DATA SHOWN:
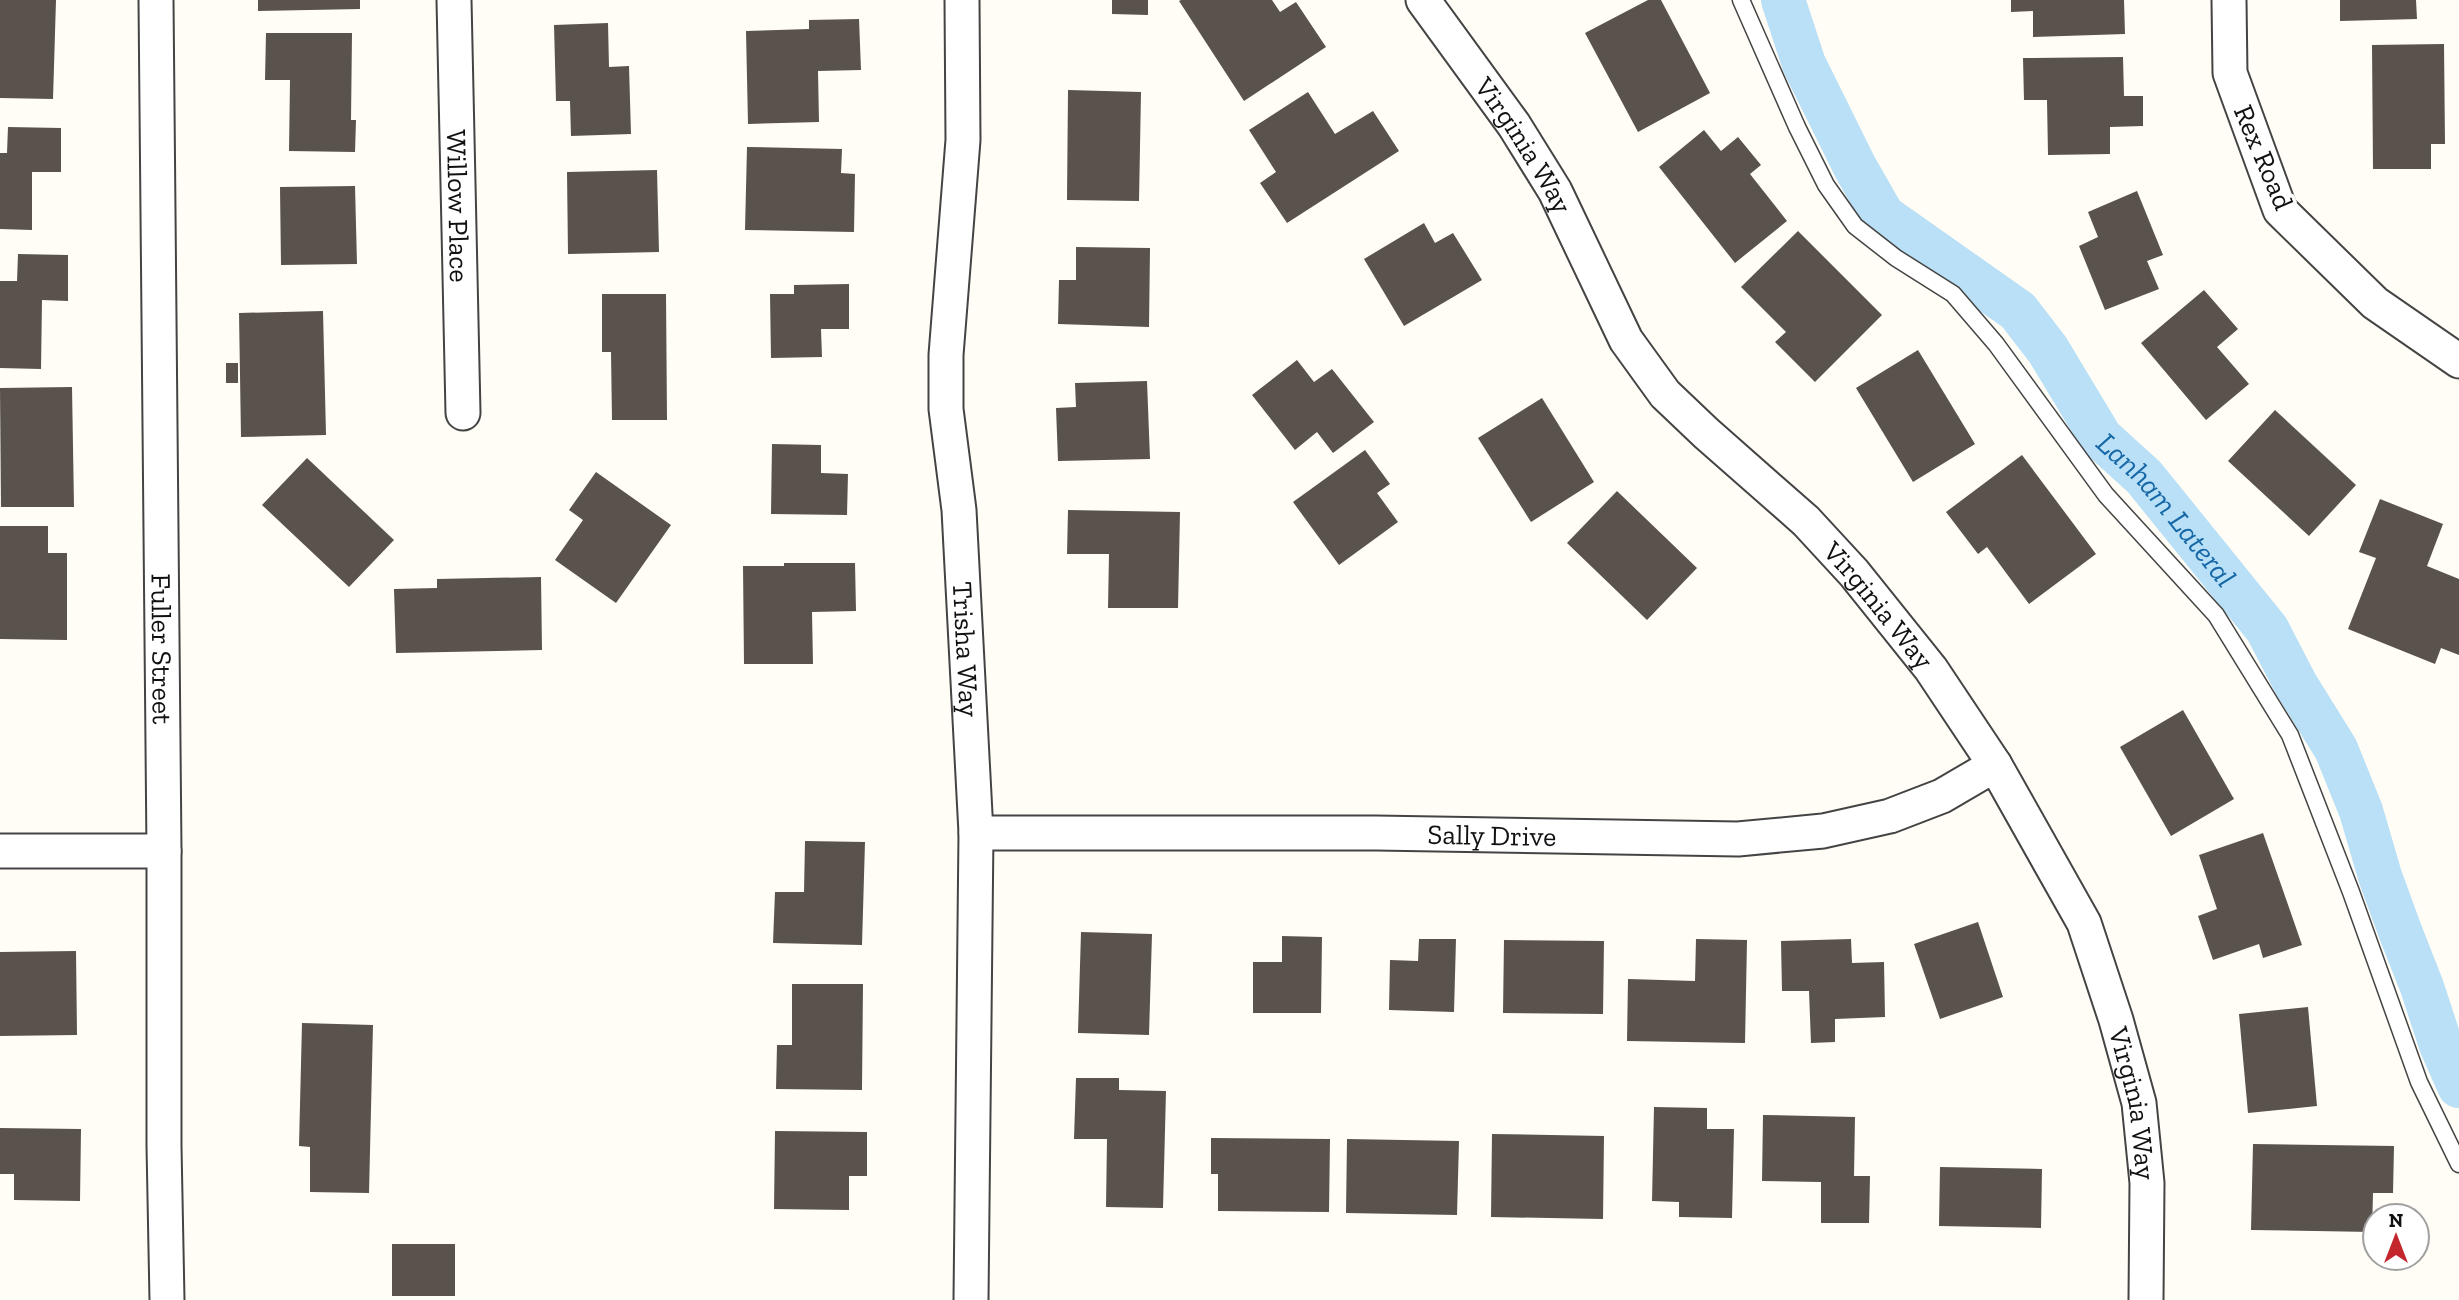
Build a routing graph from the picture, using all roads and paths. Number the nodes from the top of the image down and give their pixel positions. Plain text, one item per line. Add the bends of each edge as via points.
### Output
1 (156, 0) edge
2 (454, 0) edge
3 (962, 0) edge
4 (1423, 0) edge
5 (1741, 0) edge
6 (2228, 0) edge
7 (2459, 361) edge
8 (463, 413) dead end
9 (1995, 765) junction
10 (976, 833) junction
11 (0, 851) edge
12 (164, 851) junction
13 (2459, 1164) edge
14 (167, 1300) edge
15 (971, 1300) edge
16 (2146, 1300) edge

1 - 12 street, Fuller Street
2 - 8 street, Willow Place
3 - 10 street, Trisha Way via 963,140 946,409 959,510
4 - 9 street, Virginia Way via 1549,180 1626,340 1665,394 1806,521 1854,573 1931,669
5 - 13 lane via 1826,185 1855,226 1953,294 1996,344 2106,495 2230,636 2290,735 2419,1082
6 - 7 street, Rex Road via 2231,73 2280,210 2375,303
9 - 10 street, Sally Drive via 1942,796 1890,816 1824,831 1738,839
9 - 16 street, Virginia Way via 2084,923 2116,1020 2139,1104 2147,1183
10 - 15 street, Trisha Way
11 - 12 street
12 - 14 street, Fuller Street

TASK PROMPT:
Without any pictures, return the entries exactly as given.

FINISHED EXERCISE:
Build a routing graph from the picture, using all roads and paths. Number the nodes from the top of the image down and give their pixel positions. Plain text, one item per line. Add the bends of each edge as via points.
### Output
1 (156, 0) edge
2 (454, 0) edge
3 (962, 0) edge
4 (1423, 0) edge
5 (1741, 0) edge
6 (2228, 0) edge
7 (2459, 361) edge
8 (463, 413) dead end
9 (1995, 765) junction
10 (976, 833) junction
11 (0, 851) edge
12 (164, 851) junction
13 (2459, 1164) edge
14 (167, 1300) edge
15 (971, 1300) edge
16 (2146, 1300) edge

1 - 12 street, Fuller Street
2 - 8 street, Willow Place
3 - 10 street, Trisha Way via 963,140 946,409 959,510
4 - 9 street, Virginia Way via 1549,180 1626,340 1665,394 1806,521 1854,573 1931,669
5 - 13 lane via 1826,185 1855,226 1953,294 1996,344 2106,495 2230,636 2290,735 2419,1082
6 - 7 street, Rex Road via 2231,73 2280,210 2375,303
9 - 10 street, Sally Drive via 1942,796 1890,816 1824,831 1738,839
9 - 16 street, Virginia Way via 2084,923 2116,1020 2139,1104 2147,1183
10 - 15 street, Trisha Way
11 - 12 street
12 - 14 street, Fuller Street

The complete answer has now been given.